Na petição protocolada pela defesa do prefeito, o advogado Edlênio Xavier Barreto sustenta que a investigação foi aberta irregularmente pelo Ministério Público (MP) sem autorização judicial prévia do TJ, requisito que, segundo ele, seria obrigatório em casos envolvendo autoridades com foro privilegiado.
O pedido foi apresentado após o MP reabrir uma apuração anteriormente arquivada e determinar a instauração de inquérito policial para investigar suspeitas relacionadas à negociação de imóveis ligados ao prefeito e familiares.
Por causa da prerrogativa de foro, o caso tramita sob supervisão da 9ª Câmara de Direito Criminal do Tribunal de Justiça paulista.
A investigação teve origem em representação encaminhada ao MP pelos vereadores João Paulo Rillo (PT), Alexandre Montenegro (PL), Pedro Roberto (Republicanos) e Renato Pupo (Avante).
Os parlamentares citaram declarações prestadas na Câmara Municipal, em abril, por José Luís Pessina Filho, irmão de uma das proprietárias do sítio. Segundo ele, o imóvel teria sido negociado por R$ 600 mil, embora a escritura registrada em cartório apontasse valor de R$ 200 mil.
A representação também questiona a compra de uma residência no condomínio Figueira I pelo irmão do prefeito.
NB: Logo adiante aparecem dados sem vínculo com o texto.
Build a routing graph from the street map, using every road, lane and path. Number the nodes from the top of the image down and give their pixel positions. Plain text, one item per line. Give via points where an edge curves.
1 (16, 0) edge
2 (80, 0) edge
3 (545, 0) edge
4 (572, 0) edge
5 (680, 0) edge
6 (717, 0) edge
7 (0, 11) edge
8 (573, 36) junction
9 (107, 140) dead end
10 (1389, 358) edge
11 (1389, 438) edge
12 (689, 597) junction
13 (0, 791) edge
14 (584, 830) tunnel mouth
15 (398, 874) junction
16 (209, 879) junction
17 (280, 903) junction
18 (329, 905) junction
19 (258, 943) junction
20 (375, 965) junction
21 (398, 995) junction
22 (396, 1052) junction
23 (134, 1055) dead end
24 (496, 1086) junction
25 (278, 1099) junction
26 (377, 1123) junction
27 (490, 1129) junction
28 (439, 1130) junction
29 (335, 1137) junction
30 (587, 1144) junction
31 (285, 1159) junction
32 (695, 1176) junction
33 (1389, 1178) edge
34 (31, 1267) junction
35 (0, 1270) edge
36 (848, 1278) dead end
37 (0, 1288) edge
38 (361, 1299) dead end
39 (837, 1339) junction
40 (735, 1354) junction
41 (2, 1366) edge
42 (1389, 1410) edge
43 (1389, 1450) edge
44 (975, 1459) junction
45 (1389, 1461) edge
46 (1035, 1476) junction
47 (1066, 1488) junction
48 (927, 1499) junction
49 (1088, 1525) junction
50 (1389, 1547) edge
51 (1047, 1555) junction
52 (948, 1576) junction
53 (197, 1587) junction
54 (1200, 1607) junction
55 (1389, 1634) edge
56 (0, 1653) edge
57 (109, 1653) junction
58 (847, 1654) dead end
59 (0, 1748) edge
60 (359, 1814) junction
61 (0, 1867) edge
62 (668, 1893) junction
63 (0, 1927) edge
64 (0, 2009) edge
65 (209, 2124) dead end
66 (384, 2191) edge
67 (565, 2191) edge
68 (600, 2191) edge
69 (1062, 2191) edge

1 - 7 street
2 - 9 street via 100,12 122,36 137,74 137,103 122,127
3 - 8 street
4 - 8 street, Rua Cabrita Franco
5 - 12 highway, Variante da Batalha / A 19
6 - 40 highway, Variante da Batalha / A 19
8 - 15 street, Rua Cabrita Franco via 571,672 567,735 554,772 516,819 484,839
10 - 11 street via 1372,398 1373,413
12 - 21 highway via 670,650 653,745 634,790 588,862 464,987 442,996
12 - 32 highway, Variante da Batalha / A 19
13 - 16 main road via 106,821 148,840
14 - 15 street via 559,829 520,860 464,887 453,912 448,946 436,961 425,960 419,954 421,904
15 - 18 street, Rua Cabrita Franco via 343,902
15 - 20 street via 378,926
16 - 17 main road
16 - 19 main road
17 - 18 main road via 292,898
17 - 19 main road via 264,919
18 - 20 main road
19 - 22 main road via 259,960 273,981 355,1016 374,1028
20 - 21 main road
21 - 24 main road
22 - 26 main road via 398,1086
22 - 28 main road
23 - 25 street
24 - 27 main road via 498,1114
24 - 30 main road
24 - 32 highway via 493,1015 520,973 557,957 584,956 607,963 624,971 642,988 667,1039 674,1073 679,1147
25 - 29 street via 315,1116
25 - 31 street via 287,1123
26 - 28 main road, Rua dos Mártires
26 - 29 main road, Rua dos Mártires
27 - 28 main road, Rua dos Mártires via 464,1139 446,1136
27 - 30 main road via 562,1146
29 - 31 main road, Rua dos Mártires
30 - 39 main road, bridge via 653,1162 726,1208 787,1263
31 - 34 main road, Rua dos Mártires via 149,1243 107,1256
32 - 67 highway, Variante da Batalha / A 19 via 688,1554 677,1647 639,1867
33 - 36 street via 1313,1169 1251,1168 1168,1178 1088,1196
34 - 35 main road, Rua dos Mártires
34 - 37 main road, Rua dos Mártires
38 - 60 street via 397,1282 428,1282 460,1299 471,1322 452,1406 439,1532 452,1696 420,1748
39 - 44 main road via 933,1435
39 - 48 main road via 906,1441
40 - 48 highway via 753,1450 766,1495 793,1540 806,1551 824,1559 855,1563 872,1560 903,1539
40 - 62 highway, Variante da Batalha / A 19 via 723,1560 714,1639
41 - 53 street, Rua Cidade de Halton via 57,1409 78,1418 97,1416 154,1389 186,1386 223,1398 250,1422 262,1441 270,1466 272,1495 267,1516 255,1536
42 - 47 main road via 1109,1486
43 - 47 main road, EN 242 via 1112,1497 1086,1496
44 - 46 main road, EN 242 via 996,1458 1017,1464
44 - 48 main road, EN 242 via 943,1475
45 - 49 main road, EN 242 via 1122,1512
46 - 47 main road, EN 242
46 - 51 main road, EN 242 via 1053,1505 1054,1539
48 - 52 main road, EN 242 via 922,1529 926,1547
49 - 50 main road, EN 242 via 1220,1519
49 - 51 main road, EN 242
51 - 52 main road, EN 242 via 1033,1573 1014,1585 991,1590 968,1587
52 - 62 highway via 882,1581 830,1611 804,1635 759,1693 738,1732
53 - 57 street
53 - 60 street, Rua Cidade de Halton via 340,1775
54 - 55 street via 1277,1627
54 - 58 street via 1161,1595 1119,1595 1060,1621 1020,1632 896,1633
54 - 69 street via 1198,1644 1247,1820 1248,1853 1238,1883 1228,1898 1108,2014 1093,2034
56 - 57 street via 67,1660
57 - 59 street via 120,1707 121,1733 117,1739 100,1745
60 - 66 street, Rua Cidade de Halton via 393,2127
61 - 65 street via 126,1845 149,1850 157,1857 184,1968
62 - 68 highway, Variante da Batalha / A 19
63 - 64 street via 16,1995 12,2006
Segundo o MP, haveria “fatos novos” indicando possível divergência entre os valores declarados oficialmente e os valores de mercado dos imóveis.
Na manifestação ao TJ-SP, a defesa argumenta que os chamados “fatos novos” surgiram apenas a partir de declarações prestadas pelos próprios envolvidos, sem investigação prévia independente. “Os chamados ‘fatos novos’, portanto, não decorreram de investigação policial autônoma, descoberta casual, diligência regularmente conduzida pelos órgãos oficiais de persecução ou elemento probatório independente”, afirma a petição.
O advogado também sustenta que a ausência de autorização judicial prévia “contamina estruturalmente” toda a investigação e pede o reconhecimento da nulidade do inquérito, com consequente trancamento da apuração.
Na última semana, um pedido de abertura de CPI na Câmara de Rio Preto para investigar o caso acabou arquivado por falta do número mínimo de assinaturas necessárias.
Em vídeo divulgado recentemente, Fábio Candido afirmou que todos os seus bens estão declarados à Receita Federal e que seu patrimônio é compatível com sua renda.